Comment by vel0city

21 hours ago

> You know full well what people mean when they say "Chrome"

Yeah, Chrome, the web browser made by Google that bugs you to sign in with your Google Account. Most people don't mean Microsoft Edge when you say "Chrome". Do you call Microsoft Edge "Chrome"?

Chrome is a product made by Google that is a web browser. If the argument is Chromium is too interwoven, that's a separate argument.

But even then, what does it mean that "Chromium is a monopoly"? Is Linux a monopoly as well? Why or why not?

Note you haven't actually given me any other ways one would be impacted like I asked. What are the other majorly missing features Chrome pushes that other browsers don't have that most sites require? What else am I missing by not using a non-Chromium-based browser?

> what does it mean that "Chromium is a monopoly"

As someone else said earlier, it is a monopoly by extending the internet in ways that force users into using their browser engine.
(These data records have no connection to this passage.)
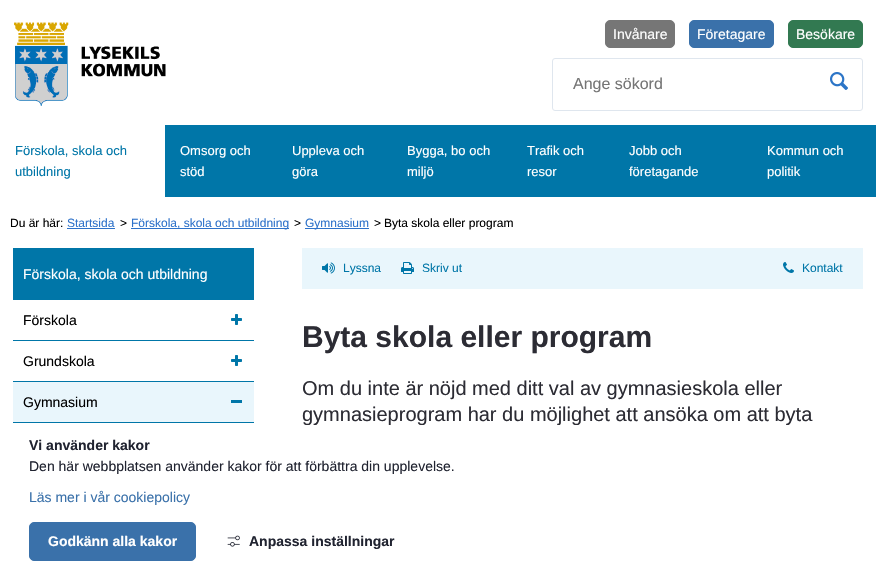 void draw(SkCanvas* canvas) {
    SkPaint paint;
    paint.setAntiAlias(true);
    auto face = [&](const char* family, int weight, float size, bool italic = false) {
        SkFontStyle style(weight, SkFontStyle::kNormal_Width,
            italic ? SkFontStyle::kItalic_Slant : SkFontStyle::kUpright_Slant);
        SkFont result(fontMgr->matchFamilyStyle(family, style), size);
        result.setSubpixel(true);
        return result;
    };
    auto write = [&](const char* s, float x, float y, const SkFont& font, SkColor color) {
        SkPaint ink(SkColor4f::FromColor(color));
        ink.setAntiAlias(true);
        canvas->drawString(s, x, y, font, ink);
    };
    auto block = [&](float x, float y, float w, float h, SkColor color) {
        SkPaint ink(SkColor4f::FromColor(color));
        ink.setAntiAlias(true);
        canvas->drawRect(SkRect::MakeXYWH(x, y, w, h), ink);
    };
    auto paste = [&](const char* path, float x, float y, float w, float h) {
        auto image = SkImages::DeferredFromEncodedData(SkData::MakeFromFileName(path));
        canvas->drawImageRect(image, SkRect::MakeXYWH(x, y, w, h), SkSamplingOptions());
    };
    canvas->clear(SK_ColorWHITE);
    paste("pic1.png", 14, 22, 152, 84);
    paint.setColor(SkColorSetRGB(118, 118, 118));
    canvas->drawRoundRect(SkRect::MakeXYWH(605.5f, 20.5f, 69, 27), 4.5f, 4.5f, paint);
    paint.setStyle(SkPaint::kStroke_Style);
    paint.setStrokeWidth(1);
    canvas->drawRoundRect(SkRect::MakeXYWH(605.5f, 20.5f, 69, 27), 4.5f, 4.5f, paint);
    auto kFont1 = face("Liberation Sans", 400, 14);
    write("Invånare", 613, 39, kFont1, SK_ColorWHITE);
    paint.setStyle(SkPaint::kFill_Style);
    paint.setColor(SkColorSetRGB(58, 113, 170));
    canvas->drawRoundRect(SkRect::MakeXYWH(689.5f, 20.5f, 84, 27), 4.5f, 4.5f, paint);
    paint.setStyle(SkPaint::kStroke_Style);
    canvas->drawRoundRect(SkRect::MakeXYWH(689.5f, 20.5f, 84, 27), 4.5f, 4.5f, paint);
    write("Företagare", 697, 39, kFont1, SK_ColorWHITE);
    paint.setStyle(SkPaint::kFill_Style);
    paint.setColor(SkColorSetRGB(50, 121, 81));
    canvas->drawRoundRect(SkRect::MakeXYWH(788.5f, 20.5f, 74, 27), 4.5f, 4.5f, paint);
    paint.setStyle(SkPaint::kStroke_Style);
    canvas->drawRoundRect(SkRect::MakeXYWH(788.5f, 20.5f, 74, 27), 4.5f, 4.5f, paint);
    write("Besökare", 796, 39, kFont1, SK_ColorWHITE);
    paint.setColor(SkColorSetRGB(223, 230, 238));
    canvas->drawRoundRect(SkRect::MakeXYWH(552.5f, 58.5f, 310, 52), 2.5f, 2.5f, paint);
    auto kFont2 = face("Liberation Sans", 400, 16);
    write("Ange sökord", 573, 89, kFont2, SkColorSetRGB(117, 117, 117));
    paste("pic2.png", 830, 72, 18, 18);
    block(165, 125, 711, 72, SkColorSetRGB(0, 118, 168));
    auto kFont3 = face("Liberation Sans", 400, 13);
    write("Förskola, skola och", 15, 155, kFont3, SkColorSetRGB(0, 118, 168));
    write("utbildning", 15, 176, kFont3, SkColorSetRGB(0, 118, 168));
    write("Omsorg och", 180, 155, kFont3, SK_ColorWHITE);
    write("stöd", 180, 176, kFont3, SK_ColorWHITE);
    write("Uppleva och", 292, 155, kFont3, SK_ColorWHITE);
    write("göra", 292, 176, kFont3, SK_ColorWHITE);
    write("Bygga, bo och", 407, 155, kFont3, SK_ColorWHITE);
    write("miljö", 407, 176, kFont3, SK_ColorWHITE);
    write("Trafik och", 527, 155, kFont3, SK_ColorWHITE);
    write("resor", 527, 176, kFont3, SK_ColorWHITE);
    write("Jobb och", 629, 155, kFont3, SK_ColorWHITE);
    write("företagande", 629, 176, kFont3, SK_ColorWHITE);
    write("Kommun och", 767, 155, kFont3, SK_ColorWHITE);
    write("politik", 767, 176, kFont3, SK_ColorWHITE);
    auto kFont4 = face("Liberation Sans", 400, 12);
    write("Du är här:", 10, 227, kFont4, SK_ColorBLACK);
    write("Startsida", 67, 227, kFont4, SkColorSetRGB(46, 114, 202));
    block(67, 228, 48, 1, SkColorSetRGB(46, 114, 202));
    write(">", 120, 227, kFont4, SK_ColorBLACK);
    block(131, 228, 158, 1, SkColorSetRGB(46, 114, 202));
    write("Förskola, skola och utbildning", 131, 227, kFont4, SkColorSetRGB(46, 114, 202));
    write(">", 294, 227, kFont4, SK_ColorBLACK);
    block(305, 228, 64, 1, SkColorSetRGB(46, 114, 202));
    write("Gymnasium", 305, 227, kFont4, SkColorSetRGB(46, 114, 202));
    write(">", 374, 227, kFont4, SK_ColorBLACK);
    write("Byta skola eller program", 384, 227, kFont4, SK_ColorBLACK);
    block(13, 248, 241, 52, SkColorSetRGB(0, 118, 168));
    write("Förskola, skola och utbildning", 23, 279, kFont1, SK_ColorWHITE);
    write("Förskola", 23, 325, kFont1, SK_ColorBLACK);
    paste("pic3.png", 231, 314, 11, 11);
    block(13, 340, 241, 1, SkColorSetRGB(0, 118, 168));
    write("Grundskola", 23, 366, kFont1, SK_ColorBLACK);
    paste("pic3.png", 231, 355, 11, 11);
    block(13, 382, 241, 40, SkColorSetRGB(233, 246, 252));
    block(13, 381, 241, 1, SkColorSetRGB(0, 118, 168));
    write("Gymnasium", 23, 407, kFont1, SK_ColorBLACK);
    block(231, 400, 11, 3, SkColorSetRGB(0, 118, 168));
    block(13, 422, 241, 1, SkColorSetRGB(0, 118, 168));
    block(302, 248, 561, 41, SkColorSetRGB(233, 246, 252));
    paste("pic4.png", 322, 262, 13, 12);
    write("Lyssna", 343, 272, kFont4, SkColorSetRGB(0, 118, 168));
    paste("pic5.png", 401, 262, 13, 12);
    write("Skriv ut", 422, 272, kFont4, SkColorSetRGB(0, 118, 168));
    paste("pic6.png", 783, 262, 11, 11);
    write("Kontakt", 802, 272, kFont4, SkColorSetRGB(0, 118, 168));
    auto kFont5 = face("Liberation Sans", 700, 30);
    write("Byta skola eller program", 302, 347, kFont5, SkColorSetRGB(44, 44, 52));
    auto kFont6 = face("Liberation Sans", 400, 20);
    write("Om du inte är nöjd med ditt val av gymnasieskola eller", 302, 395, kFont6, SkColorSetRGB(44, 44, 52));
    write("gymnasieprogram har du möjlighet att ansöka om att byta", 302, 421, kFont6, SkColorSetRGB(44, 44, 52));
    block(306, 425, 483, 1, SK_ColorWHITE);
    auto kFont7 = face("Liberation Sans", 700, 14);
    write("Vi använder kakor", 29, 450, kFont7, SkColorSetRGB(32, 35, 48));
    write("Den här webbplatsen använder kakor för att förbättra din upplevelse.", 29, 471, kFont1, SkColorSetRGB(32, 35, 48));
    write("Läs mer i vår cookiepolicy", 29, 502, kFont1, SkColorSetRGB(58, 113, 170));
    paint.setStyle(SkPaint::kFill_Style);
    paint.setColor(SkColorSetRGB(58, 113, 170));
    canvas->drawRoundRect(SkRect::MakeXYWH(29.5f, 522.5f, 166, 38), 4.5f, 4.5f, paint);
    paint.setStyle(SkPaint::kStroke_Style);
    canvas->drawRoundRect(SkRect::MakeXYWH(29.5f, 522.5f, 166, 38), 4.5f, 4.5f, paint);
    write("Godkänn alla kakor", 48, 546, kFont7, SK_ColorWHITE);
    paste("pic7.png", 227, 535, 13, 12);
    write("Anpassa inställningar", 249, 546, kFont7, SkColorSetRGB(32, 35, 48));
}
Due to market share and Google's prevalence, they have the sway to introduce things that cannot meaningfully be avoided without extreme siloing.

> What are the other majorly missing features Chrome pushes that other browsers don't have that most sites require?

This is a different question, please don't move the goalposts.

  • > by extending the internet in ways that force users into using their browser engine

    And yet after multiple times of me asking you've yet to give me a single real feature lost.

    > This is a different question

    Its literally the thing we're saying is the problem, how is it a different question entirely?!

    You're saying the problem is they're adding features that force Chromium, but asking about which features you're talking about is just bringing up unrelated and different questions.

    • It's not so much forcing people to Chrome/chromium for specific features, but trying to increase market share through more subtle means, like paying to have their search engine featured, advertising their products everywhere possible (including inside other people's apps), slowing down their sites (like youtube) on other browsers, or tying in other services (along with way too much personal info) to try to keep people within their sphere of influence.

      Is Linux also a monopoly? In a way sure, but I think a big difference is they're not "doing evil" as people claim Google is, and all the development/decisions are still made out in the open in a democratic way.

      Former Google execs have even compared their setup to "running the New York Stock Exchange while trading on it."

      At least Linux isn't trying to tell people what to do with their software.